▸ **DATA TO USE**:

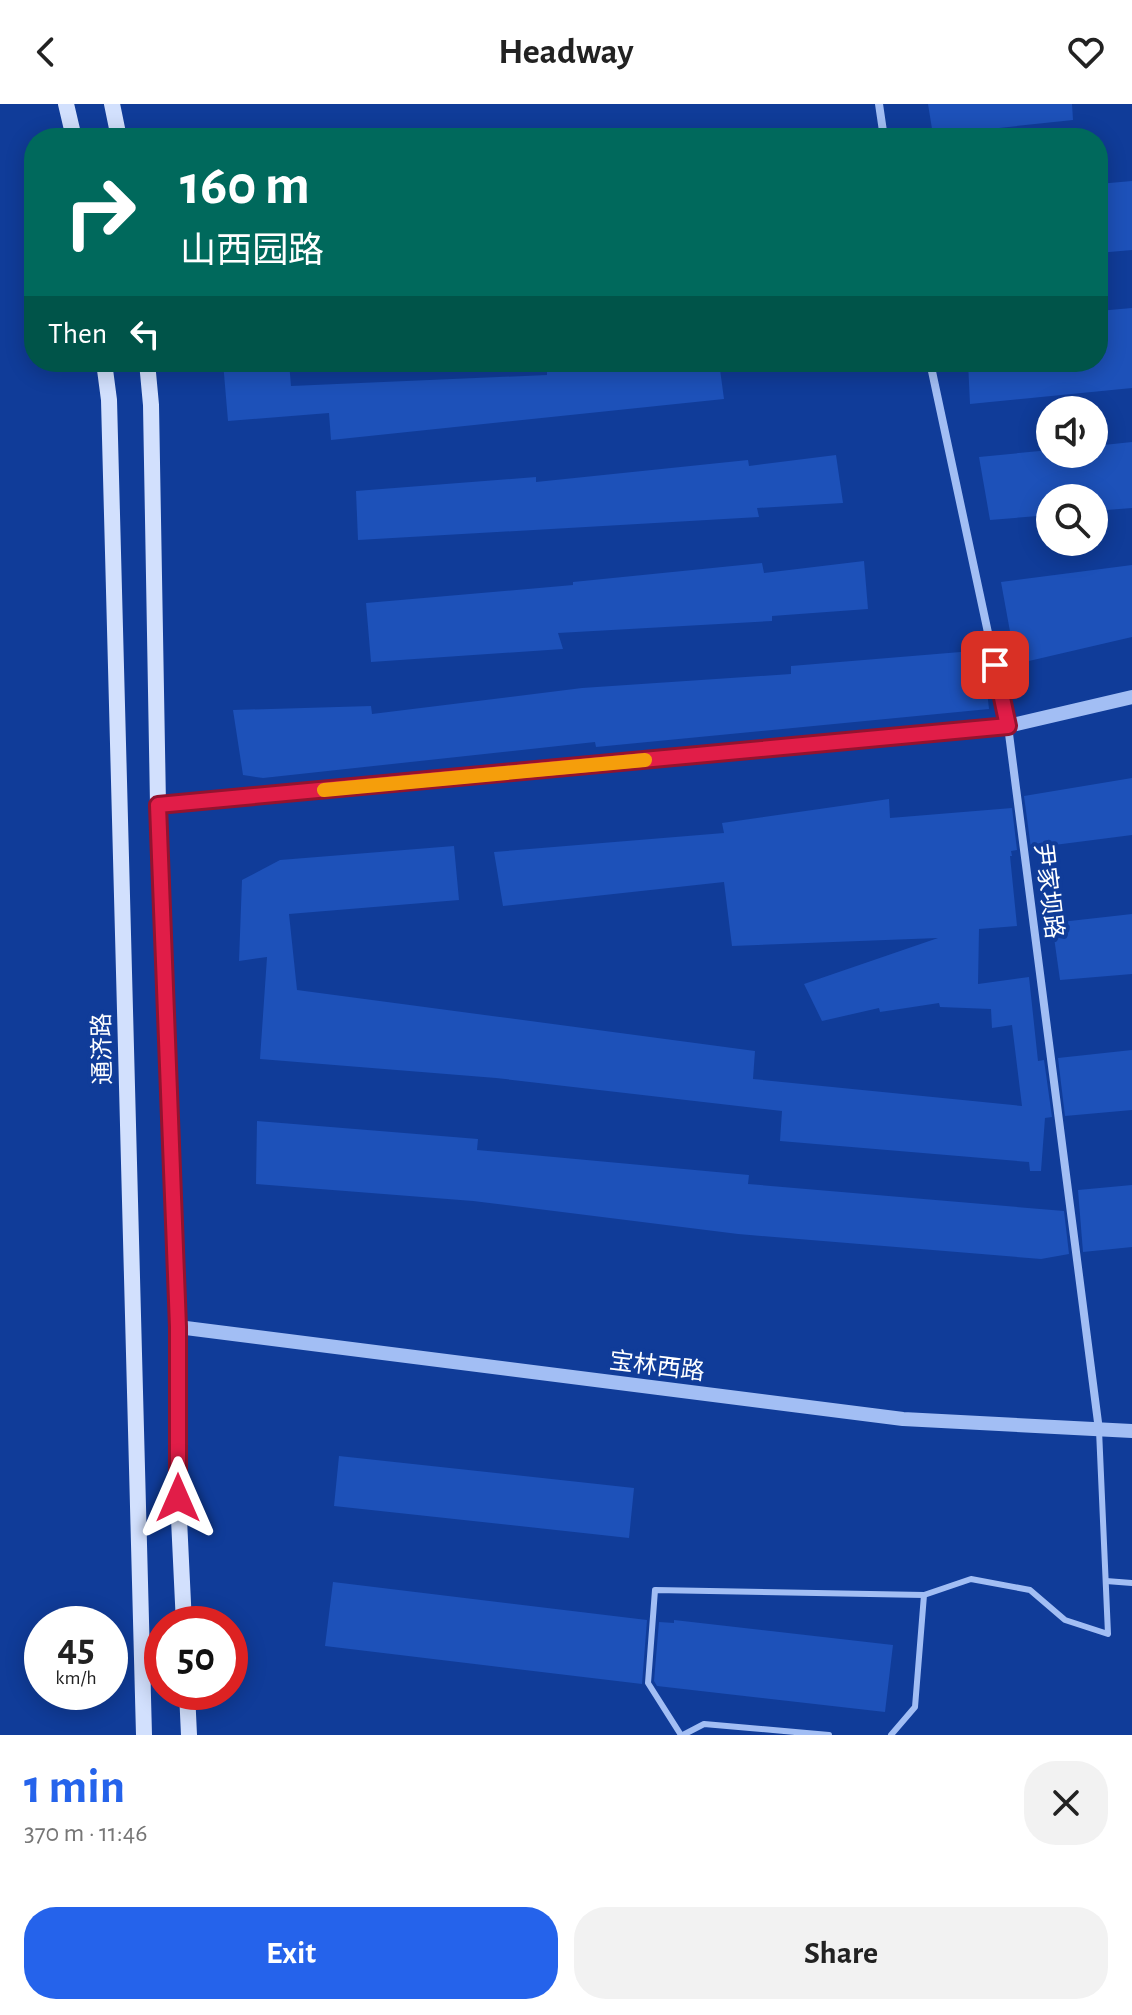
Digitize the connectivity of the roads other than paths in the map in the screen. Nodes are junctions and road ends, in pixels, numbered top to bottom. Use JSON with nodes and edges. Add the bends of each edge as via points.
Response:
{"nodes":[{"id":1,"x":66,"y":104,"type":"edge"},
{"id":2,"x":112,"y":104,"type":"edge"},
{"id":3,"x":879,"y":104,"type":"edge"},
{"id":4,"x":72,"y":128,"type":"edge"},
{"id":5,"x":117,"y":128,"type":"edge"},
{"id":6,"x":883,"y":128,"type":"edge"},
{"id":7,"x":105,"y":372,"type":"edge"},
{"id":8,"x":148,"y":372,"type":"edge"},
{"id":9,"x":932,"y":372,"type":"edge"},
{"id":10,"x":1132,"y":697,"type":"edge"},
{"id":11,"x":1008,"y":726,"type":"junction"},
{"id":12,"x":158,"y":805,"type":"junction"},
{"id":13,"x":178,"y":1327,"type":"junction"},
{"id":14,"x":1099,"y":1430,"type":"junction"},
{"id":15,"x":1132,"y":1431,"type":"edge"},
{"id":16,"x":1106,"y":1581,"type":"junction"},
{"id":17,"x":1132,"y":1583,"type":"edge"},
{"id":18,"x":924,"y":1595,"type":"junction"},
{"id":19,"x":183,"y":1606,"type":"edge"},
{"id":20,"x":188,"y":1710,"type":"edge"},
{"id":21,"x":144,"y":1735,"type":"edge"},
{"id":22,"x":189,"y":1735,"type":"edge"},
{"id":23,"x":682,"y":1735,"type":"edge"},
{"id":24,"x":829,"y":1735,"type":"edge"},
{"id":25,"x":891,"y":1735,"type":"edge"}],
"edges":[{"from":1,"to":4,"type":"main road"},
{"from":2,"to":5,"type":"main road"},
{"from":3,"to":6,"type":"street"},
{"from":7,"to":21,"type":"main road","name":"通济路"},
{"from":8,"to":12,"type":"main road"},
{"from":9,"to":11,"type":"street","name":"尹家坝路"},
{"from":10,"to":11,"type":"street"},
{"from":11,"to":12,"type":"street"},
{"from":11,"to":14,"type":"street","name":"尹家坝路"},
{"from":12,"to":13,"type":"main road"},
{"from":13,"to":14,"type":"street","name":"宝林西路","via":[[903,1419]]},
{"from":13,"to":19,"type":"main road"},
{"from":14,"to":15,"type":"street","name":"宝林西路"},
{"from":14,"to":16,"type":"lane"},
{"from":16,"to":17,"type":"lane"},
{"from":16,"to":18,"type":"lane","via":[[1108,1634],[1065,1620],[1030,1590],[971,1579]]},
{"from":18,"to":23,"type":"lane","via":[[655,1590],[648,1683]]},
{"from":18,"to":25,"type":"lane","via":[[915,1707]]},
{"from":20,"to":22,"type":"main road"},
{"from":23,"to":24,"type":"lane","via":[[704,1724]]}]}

▸ **YOUR TASK**: Tally every line in the listing above that contains "edges", then state only the total.

▸ **WORKED SOLUTION**: 2